Help Them Find Replacement Activities
What’s going to take the place of the gaming? If your teen is spending hours each day gaming, when you limit that time, what’s going to fill the place of that time? Depending on the age of your teen, it will ultimately be their responsibility to find a meaningful use of their time. But even older teens need help to find constructive uses of their time. In many cases they resorted to video games because they couldn’t find other non-screen ways to use their time for entertainment, stress relief and socializing. Yes, this is more work for you the parent. That’s why its important to think this through before you do it. Some options might include,
- exercising together with your teen
- a part time job
- volunteer or service work
- joining a club or sport or other team
- starting a hobby (especially for boys – something they can manipulate with their hands taps into their brains natural kinesthetic learning style)

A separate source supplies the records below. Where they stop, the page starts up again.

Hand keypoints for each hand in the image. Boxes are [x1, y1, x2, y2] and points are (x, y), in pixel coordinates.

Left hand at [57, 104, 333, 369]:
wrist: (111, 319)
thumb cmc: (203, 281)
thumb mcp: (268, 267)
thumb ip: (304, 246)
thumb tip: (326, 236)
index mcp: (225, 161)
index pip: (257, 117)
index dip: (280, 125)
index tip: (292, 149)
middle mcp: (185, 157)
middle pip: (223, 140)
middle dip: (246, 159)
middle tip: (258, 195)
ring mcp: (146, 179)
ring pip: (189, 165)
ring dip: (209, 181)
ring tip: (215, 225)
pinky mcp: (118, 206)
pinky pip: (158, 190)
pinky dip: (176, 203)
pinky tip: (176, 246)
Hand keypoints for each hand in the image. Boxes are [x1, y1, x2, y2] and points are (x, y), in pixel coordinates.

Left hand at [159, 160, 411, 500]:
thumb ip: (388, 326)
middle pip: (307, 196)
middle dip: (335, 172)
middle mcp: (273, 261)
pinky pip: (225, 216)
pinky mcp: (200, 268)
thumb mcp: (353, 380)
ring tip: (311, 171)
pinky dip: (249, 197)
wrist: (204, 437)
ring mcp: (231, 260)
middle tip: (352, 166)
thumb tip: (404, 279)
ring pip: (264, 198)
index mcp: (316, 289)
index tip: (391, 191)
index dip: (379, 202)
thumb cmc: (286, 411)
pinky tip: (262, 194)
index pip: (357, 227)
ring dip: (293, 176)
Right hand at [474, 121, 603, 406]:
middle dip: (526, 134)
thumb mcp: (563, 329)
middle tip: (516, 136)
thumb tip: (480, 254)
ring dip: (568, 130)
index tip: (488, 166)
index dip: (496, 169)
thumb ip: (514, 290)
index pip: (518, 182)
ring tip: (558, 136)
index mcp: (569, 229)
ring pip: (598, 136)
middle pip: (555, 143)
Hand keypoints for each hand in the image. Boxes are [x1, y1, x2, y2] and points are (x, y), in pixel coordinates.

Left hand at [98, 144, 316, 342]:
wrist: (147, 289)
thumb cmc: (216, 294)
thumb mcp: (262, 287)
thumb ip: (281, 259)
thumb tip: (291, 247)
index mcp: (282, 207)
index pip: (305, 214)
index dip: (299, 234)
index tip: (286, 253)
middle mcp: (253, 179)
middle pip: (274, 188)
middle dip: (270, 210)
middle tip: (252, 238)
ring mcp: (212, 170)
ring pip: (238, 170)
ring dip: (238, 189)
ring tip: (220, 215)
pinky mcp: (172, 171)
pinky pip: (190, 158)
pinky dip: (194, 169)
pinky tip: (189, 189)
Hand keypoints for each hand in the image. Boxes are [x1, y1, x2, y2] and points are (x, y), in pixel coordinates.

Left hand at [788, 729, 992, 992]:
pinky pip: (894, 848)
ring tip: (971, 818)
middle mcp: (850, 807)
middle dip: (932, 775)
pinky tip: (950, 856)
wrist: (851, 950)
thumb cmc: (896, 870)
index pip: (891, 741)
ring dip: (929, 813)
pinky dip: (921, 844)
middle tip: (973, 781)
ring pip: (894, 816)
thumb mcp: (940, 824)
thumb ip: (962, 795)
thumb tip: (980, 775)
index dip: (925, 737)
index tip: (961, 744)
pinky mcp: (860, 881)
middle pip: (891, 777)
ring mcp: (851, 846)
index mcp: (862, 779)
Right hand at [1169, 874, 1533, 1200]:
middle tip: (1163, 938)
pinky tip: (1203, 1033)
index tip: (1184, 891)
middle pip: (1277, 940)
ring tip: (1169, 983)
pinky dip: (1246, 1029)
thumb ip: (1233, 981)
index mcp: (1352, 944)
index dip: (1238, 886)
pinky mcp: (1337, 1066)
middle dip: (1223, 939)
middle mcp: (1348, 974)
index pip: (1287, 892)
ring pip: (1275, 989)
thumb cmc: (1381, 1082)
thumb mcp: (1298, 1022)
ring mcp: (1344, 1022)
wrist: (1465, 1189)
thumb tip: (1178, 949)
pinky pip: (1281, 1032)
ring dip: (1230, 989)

When possible try to find ways to do some of these together with your teen. Your teen will most definitely prefer to play video games at first. Communicate to them that you understand that this is a difficult adjustment for them, but that you intend to stick with it. Convey positivity and show interest in the replacement activities.
Start with School Nights
If you’ve had no restrictions on gaming or if you feel you need to be more strict, not allowing gaming on school nights is a doable and helpful rule. If you’re looking for permission to not allow your teen to game on school nights, look no further. You have it. This is perfectly reasonable. Be aware though, that many teens will binge game on the weekends to make up for a week of fasting. Rules around gaming should be followed on weekends as well. Some find that having a rule that says “no more than two hours at a time, and then you have to do something ‘off screen’ for a half hour to an hour an acceptable rule.
Establish and Follow Through on Consequences
Whatever your rules for gaming are, make sure you establish consequences for breaking the rules and then follow through on those consequences. If your teen does not follow the rule, there needs to be a reasonable and relevant consequence.Taking their phone away because they stayed up too late gaming is not a relevant consequence. Banning gaming for a month the first time they break their gaming curfew is not an reasonable consequence. Not allowing your teen to game for one or two days is an example of a relevant and reasonable consequence.

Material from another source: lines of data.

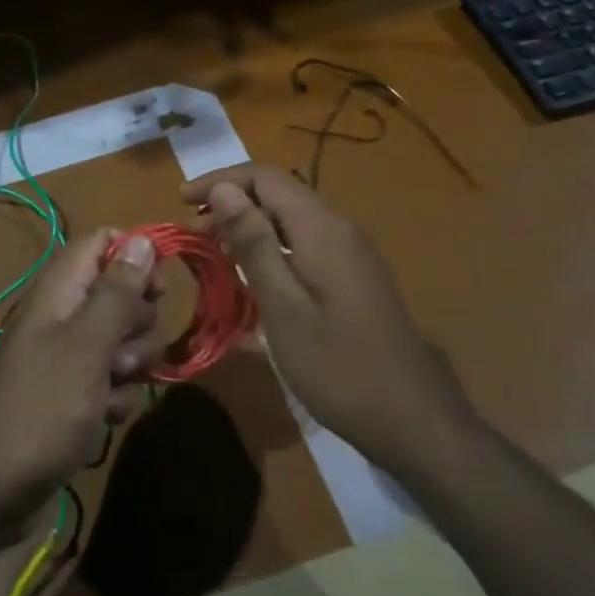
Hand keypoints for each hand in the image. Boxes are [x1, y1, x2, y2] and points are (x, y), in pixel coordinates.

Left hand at [0, 229, 163, 533]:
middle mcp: (66, 313)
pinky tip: (104, 418)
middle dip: (138, 326)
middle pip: (123, 294)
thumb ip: (117, 292)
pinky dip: (116, 397)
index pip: (104, 242)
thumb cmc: (42, 407)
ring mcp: (70, 354)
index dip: (136, 258)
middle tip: (120, 355)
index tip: (158, 290)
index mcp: (61, 289)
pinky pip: (113, 379)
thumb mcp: (87, 346)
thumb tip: (142, 239)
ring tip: (108, 392)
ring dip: (131, 367)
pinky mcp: (75, 391)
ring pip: (124, 340)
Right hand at [181, 164, 473, 468]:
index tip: (181, 201)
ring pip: (292, 215)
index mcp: (321, 227)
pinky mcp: (356, 273)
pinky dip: (272, 242)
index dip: (220, 180)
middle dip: (232, 199)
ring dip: (251, 221)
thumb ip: (253, 242)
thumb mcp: (283, 305)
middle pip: (279, 190)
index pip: (264, 176)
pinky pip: (306, 238)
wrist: (413, 419)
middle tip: (194, 229)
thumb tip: (223, 189)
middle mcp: (339, 226)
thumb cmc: (338, 365)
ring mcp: (352, 250)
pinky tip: (256, 272)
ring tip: (216, 248)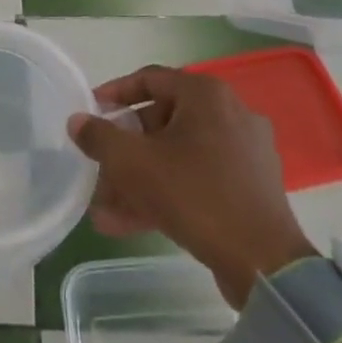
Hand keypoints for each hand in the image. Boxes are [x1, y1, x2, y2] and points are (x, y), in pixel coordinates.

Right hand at [68, 66, 314, 306]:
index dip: (114, 94)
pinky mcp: (250, 186)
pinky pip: (198, 178)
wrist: (263, 263)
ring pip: (178, 155)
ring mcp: (244, 151)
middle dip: (125, 150)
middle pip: (162, 121)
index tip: (91, 112)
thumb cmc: (194, 195)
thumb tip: (77, 121)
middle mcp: (229, 112)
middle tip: (99, 168)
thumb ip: (100, 137)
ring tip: (106, 207)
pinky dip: (167, 192)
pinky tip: (131, 222)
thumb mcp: (134, 164)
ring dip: (140, 178)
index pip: (149, 79)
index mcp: (205, 94)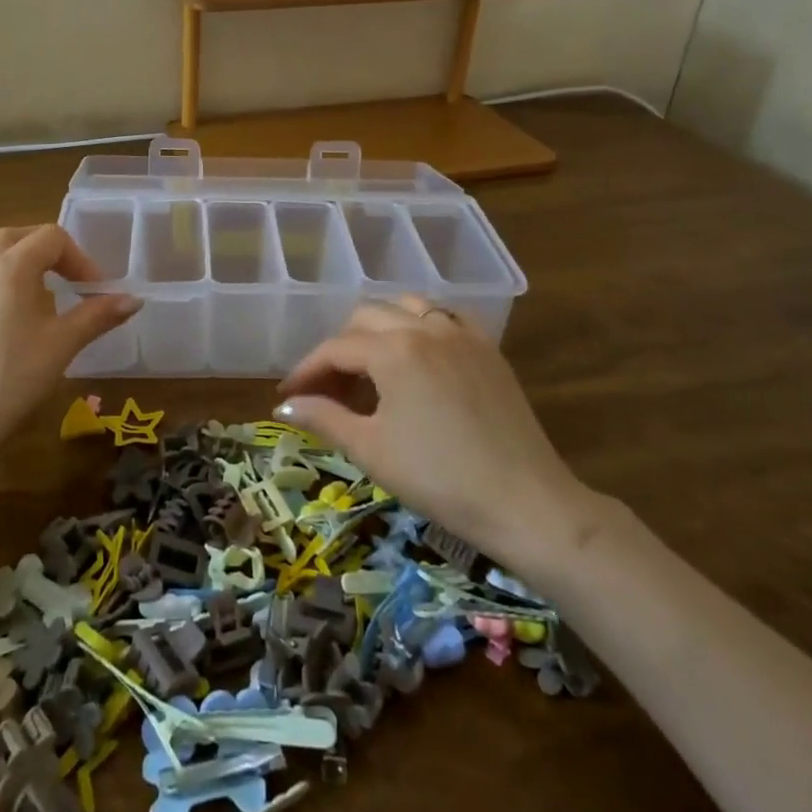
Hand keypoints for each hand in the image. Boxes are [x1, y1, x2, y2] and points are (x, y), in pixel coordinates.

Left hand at [0, 224, 139, 461]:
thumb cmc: (13, 377)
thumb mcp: (63, 344)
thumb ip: (98, 315)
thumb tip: (134, 300)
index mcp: (10, 266)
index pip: (51, 238)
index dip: (79, 259)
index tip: (94, 291)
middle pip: (16, 237)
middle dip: (47, 252)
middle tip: (68, 281)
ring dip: (15, 261)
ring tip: (35, 292)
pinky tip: (5, 321)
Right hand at [275, 296, 602, 575]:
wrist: (526, 503)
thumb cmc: (439, 479)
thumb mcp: (371, 450)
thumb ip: (324, 418)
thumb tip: (286, 406)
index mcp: (392, 349)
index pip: (335, 349)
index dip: (306, 372)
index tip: (287, 397)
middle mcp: (425, 327)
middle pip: (365, 318)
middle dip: (339, 350)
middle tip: (327, 390)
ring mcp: (462, 333)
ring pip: (406, 307)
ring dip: (378, 329)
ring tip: (369, 368)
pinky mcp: (488, 348)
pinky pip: (445, 318)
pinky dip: (420, 326)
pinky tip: (417, 355)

Defiance and Obsessive Gaming are Two Separate Issues
If your teen goes ballistic because you’ve set rules around gaming they don’t like, don’t panic. That’s normal and to be expected. They’re a teenager. Extreme emotionality is to be expected. If the anger iis prolonged,or they become belligerent, or sulk for more than a day or two, there could be an underlying problem and you may benefit from seeking the assistance of a counselor or other mentor for your teen. If your teen gets violent when removing games or setting restrictions around the games, there’s a serious problem indicating they need help detoxing and with managing strong emotions.